=== Source information ===

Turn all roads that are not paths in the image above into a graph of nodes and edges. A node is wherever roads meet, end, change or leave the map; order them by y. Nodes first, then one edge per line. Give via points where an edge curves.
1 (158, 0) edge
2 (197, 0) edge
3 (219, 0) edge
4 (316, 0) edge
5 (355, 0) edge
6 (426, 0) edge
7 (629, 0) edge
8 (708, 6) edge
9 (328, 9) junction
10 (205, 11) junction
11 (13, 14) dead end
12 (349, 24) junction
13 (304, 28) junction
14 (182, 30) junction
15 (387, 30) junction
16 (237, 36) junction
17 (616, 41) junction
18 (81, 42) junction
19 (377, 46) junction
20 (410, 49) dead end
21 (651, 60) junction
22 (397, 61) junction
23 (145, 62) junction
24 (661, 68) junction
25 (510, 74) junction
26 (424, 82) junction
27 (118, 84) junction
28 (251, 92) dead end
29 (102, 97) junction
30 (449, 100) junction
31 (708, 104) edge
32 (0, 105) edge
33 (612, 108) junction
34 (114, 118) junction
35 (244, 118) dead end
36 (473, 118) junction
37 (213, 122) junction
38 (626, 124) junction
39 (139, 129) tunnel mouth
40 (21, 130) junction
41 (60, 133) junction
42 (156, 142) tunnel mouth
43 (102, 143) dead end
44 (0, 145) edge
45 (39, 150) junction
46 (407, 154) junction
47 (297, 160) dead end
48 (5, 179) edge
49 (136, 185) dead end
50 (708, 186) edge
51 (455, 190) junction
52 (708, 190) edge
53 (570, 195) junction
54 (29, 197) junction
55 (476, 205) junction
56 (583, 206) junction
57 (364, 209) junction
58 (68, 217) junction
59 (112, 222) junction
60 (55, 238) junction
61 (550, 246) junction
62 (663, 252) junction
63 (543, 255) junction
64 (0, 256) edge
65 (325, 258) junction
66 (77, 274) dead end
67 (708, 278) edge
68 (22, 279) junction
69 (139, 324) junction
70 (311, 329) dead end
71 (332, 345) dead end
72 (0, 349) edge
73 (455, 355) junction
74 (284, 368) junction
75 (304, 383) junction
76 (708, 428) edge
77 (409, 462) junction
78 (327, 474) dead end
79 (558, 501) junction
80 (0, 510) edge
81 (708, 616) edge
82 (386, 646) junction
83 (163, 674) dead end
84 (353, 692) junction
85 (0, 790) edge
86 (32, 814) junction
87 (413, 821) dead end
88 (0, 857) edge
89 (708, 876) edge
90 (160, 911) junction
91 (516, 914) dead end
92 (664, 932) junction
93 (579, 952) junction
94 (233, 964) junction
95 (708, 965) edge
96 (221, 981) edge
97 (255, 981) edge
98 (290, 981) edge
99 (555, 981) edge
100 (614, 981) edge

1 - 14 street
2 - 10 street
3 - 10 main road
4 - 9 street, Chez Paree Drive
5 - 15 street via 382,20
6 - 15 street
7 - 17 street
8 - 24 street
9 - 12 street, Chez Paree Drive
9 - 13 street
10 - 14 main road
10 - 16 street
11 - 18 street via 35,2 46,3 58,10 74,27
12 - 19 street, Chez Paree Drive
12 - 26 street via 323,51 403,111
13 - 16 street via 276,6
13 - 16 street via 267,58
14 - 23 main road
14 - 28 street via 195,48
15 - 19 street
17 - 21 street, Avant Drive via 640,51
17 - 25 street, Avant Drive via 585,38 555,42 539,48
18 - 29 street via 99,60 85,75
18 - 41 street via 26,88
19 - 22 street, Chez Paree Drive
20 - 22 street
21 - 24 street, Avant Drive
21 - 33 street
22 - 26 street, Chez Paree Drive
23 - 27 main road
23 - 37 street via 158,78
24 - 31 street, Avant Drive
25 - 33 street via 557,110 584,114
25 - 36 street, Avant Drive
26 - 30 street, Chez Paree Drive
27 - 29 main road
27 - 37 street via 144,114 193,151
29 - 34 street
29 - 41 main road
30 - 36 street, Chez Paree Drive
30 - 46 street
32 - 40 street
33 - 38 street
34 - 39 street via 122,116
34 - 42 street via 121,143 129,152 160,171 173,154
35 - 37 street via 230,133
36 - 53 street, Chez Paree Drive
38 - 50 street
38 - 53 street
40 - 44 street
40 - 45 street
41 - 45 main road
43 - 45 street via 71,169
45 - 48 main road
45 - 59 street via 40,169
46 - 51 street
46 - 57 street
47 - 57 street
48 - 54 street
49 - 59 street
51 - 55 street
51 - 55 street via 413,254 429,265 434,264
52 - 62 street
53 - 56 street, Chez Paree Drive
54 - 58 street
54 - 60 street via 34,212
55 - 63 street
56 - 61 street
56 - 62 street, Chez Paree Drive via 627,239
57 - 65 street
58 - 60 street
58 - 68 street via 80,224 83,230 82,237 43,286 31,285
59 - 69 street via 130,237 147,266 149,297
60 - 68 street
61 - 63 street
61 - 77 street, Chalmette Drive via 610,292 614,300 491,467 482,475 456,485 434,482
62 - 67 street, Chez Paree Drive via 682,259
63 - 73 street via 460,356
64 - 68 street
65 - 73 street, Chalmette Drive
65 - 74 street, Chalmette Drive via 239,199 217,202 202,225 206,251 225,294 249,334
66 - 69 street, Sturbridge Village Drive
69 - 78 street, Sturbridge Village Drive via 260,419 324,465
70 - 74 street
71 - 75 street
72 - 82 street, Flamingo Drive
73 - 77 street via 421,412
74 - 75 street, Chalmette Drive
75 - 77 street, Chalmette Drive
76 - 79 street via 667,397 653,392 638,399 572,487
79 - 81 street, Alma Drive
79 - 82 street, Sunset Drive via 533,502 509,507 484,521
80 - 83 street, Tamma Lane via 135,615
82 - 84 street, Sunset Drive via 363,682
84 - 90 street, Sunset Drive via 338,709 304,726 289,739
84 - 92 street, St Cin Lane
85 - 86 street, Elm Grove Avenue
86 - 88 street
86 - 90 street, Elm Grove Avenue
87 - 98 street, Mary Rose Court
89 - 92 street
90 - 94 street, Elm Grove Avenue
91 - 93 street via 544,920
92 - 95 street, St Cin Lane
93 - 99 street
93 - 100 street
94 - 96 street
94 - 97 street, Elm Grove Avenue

===
=== Source information ===

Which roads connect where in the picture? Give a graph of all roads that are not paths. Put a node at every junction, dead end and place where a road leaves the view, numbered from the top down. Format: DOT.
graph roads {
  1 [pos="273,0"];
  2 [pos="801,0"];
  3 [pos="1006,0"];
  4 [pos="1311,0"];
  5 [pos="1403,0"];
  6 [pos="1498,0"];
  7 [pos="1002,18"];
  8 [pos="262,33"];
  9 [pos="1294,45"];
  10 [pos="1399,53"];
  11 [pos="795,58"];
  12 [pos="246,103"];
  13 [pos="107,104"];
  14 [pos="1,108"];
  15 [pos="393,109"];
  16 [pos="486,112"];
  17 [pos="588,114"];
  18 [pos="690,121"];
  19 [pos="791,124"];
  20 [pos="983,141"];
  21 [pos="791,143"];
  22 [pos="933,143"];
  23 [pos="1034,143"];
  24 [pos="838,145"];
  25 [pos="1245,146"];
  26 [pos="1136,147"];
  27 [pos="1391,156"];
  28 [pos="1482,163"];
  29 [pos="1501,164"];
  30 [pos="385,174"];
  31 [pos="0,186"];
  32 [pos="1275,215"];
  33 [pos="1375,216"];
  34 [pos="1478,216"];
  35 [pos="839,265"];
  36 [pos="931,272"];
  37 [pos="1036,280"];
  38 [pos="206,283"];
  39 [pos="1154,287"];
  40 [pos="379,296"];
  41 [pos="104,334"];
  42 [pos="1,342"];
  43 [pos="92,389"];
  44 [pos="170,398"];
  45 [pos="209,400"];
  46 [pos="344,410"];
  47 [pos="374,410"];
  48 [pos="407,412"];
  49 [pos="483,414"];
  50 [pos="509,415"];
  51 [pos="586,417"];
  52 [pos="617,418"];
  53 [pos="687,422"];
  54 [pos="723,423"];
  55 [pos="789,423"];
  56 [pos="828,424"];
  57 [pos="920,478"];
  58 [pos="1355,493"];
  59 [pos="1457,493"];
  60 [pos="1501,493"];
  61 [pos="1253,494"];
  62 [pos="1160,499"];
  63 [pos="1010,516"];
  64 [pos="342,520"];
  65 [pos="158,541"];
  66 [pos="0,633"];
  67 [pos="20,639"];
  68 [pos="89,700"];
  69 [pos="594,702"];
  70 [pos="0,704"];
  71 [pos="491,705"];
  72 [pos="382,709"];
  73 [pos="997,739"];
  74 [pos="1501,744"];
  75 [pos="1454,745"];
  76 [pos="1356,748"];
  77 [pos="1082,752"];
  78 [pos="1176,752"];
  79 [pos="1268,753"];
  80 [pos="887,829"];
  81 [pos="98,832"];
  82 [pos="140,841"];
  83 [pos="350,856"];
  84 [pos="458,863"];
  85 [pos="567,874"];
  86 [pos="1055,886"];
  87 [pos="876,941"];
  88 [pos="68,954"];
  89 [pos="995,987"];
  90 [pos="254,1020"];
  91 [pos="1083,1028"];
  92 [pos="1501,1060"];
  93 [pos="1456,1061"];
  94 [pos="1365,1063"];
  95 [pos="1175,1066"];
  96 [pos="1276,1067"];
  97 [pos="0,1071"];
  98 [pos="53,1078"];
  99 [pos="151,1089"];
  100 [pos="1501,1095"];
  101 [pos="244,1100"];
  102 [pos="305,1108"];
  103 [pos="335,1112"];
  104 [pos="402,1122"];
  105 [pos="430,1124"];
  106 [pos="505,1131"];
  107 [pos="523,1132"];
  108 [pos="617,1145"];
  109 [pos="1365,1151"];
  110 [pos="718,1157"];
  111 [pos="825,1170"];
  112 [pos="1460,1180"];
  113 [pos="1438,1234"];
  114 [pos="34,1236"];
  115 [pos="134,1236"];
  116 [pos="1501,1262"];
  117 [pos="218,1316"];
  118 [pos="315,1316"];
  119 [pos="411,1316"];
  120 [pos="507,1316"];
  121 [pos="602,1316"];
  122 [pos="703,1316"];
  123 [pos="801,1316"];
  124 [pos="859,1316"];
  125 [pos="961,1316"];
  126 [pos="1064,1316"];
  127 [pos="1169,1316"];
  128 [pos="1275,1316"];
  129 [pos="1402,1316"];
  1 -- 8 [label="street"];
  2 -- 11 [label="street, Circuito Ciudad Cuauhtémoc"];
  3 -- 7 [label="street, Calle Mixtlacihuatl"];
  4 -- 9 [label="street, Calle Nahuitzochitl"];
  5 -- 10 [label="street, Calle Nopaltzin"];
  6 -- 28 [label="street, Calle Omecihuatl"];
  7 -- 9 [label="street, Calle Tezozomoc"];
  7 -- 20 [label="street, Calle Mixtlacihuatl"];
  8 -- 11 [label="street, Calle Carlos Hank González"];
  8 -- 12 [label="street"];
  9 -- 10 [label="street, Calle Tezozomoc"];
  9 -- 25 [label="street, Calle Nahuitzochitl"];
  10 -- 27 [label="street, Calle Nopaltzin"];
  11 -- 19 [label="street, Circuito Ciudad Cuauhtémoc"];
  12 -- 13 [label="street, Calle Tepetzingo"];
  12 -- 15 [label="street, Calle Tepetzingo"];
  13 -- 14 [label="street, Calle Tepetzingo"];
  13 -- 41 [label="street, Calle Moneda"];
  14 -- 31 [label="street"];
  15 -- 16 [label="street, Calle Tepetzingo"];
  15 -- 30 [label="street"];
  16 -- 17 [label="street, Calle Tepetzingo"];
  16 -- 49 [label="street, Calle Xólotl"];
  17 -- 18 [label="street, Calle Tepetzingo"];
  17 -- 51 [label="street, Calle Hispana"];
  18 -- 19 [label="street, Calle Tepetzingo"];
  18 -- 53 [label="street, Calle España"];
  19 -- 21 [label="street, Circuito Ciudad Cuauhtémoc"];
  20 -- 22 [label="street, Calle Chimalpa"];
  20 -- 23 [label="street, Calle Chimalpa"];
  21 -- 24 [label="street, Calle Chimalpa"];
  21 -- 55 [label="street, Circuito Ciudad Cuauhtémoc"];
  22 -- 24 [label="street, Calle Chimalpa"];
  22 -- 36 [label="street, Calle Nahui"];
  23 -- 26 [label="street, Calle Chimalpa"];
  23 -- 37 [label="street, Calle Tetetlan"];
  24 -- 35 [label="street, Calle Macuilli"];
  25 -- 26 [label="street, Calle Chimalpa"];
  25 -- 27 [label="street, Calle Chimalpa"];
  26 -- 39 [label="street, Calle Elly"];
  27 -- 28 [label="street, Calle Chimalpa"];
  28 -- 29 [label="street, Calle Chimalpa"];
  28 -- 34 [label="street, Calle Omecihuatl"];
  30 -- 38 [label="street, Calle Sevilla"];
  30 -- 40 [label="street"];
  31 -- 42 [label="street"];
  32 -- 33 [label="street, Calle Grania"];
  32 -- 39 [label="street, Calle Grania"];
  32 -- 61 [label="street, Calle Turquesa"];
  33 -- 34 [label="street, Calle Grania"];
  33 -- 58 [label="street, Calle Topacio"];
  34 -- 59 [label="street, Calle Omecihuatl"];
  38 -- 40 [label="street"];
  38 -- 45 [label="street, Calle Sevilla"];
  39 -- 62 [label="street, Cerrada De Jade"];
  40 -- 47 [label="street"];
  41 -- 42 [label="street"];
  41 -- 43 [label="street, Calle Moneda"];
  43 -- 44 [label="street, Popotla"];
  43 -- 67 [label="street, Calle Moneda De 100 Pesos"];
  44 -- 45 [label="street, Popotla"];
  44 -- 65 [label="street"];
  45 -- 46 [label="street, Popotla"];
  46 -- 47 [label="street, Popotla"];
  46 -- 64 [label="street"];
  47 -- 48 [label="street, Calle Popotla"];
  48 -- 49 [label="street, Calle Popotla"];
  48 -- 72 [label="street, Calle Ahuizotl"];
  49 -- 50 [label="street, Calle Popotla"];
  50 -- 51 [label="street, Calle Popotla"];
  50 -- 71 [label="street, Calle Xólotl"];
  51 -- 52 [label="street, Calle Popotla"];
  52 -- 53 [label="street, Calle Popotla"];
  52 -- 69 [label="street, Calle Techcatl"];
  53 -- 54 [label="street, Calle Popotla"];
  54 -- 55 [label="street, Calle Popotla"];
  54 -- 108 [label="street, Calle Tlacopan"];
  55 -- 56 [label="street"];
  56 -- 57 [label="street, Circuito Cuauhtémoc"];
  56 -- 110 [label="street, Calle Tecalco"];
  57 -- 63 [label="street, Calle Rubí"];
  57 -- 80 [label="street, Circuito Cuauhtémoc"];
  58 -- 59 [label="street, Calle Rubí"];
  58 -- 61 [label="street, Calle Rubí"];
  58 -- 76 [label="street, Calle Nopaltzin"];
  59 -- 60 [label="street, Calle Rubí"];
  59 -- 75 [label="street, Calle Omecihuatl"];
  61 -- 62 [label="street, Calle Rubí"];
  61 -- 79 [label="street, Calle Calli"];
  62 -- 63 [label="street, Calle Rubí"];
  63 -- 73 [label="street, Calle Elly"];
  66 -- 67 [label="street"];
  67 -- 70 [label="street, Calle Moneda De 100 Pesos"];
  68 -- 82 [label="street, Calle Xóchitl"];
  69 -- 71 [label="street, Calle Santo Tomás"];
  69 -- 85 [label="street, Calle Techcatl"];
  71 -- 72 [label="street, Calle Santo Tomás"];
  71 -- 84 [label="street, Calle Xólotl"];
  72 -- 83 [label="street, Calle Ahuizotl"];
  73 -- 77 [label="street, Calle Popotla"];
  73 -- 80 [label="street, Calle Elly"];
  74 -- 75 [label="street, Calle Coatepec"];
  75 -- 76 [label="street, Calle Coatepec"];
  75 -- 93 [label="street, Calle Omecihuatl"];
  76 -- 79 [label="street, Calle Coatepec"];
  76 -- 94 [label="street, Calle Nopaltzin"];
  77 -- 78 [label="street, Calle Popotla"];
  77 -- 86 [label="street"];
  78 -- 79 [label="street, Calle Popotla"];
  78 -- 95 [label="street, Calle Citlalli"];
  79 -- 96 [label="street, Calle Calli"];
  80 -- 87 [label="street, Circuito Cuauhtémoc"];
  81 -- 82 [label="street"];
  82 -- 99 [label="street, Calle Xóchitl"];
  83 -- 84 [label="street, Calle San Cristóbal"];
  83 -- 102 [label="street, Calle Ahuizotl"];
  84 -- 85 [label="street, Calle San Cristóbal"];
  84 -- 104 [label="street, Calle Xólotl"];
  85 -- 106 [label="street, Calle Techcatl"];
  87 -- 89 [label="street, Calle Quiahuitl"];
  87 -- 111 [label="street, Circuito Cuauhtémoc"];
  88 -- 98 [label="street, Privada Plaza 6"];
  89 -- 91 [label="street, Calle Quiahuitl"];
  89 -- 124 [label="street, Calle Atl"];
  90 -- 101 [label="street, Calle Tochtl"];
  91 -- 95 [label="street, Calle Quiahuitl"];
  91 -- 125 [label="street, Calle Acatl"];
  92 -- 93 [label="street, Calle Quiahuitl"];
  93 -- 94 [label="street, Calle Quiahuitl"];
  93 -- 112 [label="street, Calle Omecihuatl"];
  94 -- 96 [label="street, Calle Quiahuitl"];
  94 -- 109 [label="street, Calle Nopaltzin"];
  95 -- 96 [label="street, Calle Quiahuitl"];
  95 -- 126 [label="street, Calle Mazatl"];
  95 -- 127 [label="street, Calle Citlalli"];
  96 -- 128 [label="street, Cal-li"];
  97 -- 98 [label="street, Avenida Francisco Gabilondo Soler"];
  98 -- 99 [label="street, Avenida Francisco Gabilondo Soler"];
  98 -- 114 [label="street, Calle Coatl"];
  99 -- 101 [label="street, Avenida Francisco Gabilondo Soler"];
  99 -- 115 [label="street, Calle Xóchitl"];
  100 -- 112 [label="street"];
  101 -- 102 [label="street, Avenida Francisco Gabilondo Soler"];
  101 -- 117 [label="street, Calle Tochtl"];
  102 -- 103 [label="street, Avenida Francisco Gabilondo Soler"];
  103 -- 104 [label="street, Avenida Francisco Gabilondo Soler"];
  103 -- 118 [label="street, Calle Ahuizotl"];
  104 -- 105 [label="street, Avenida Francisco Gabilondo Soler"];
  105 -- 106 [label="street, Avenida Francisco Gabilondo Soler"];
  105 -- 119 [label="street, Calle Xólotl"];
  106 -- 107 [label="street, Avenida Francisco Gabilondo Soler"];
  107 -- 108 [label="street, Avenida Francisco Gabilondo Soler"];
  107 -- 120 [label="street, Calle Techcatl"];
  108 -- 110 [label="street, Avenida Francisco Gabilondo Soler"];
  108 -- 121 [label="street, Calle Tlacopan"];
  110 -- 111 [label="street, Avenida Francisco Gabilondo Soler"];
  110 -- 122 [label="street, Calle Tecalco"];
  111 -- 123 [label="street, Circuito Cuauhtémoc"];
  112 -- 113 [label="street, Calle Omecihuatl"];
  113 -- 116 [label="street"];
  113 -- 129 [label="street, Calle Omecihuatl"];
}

===

Directions: When "where" shows up in a line of the material, report that line.

Solution for this problem:
Turn all roads that are not paths in the image above into a graph of nodes and edges. A node is wherever roads meet, end, change or leave the map; order them by y. Nodes first, then one edge per line. Give via points where an edge curves.
Which roads connect where in the picture? Give a graph of all roads that are not paths. Put a node at every junction, dead end and place where a road leaves the view, numbered from the top down. Format: DOT.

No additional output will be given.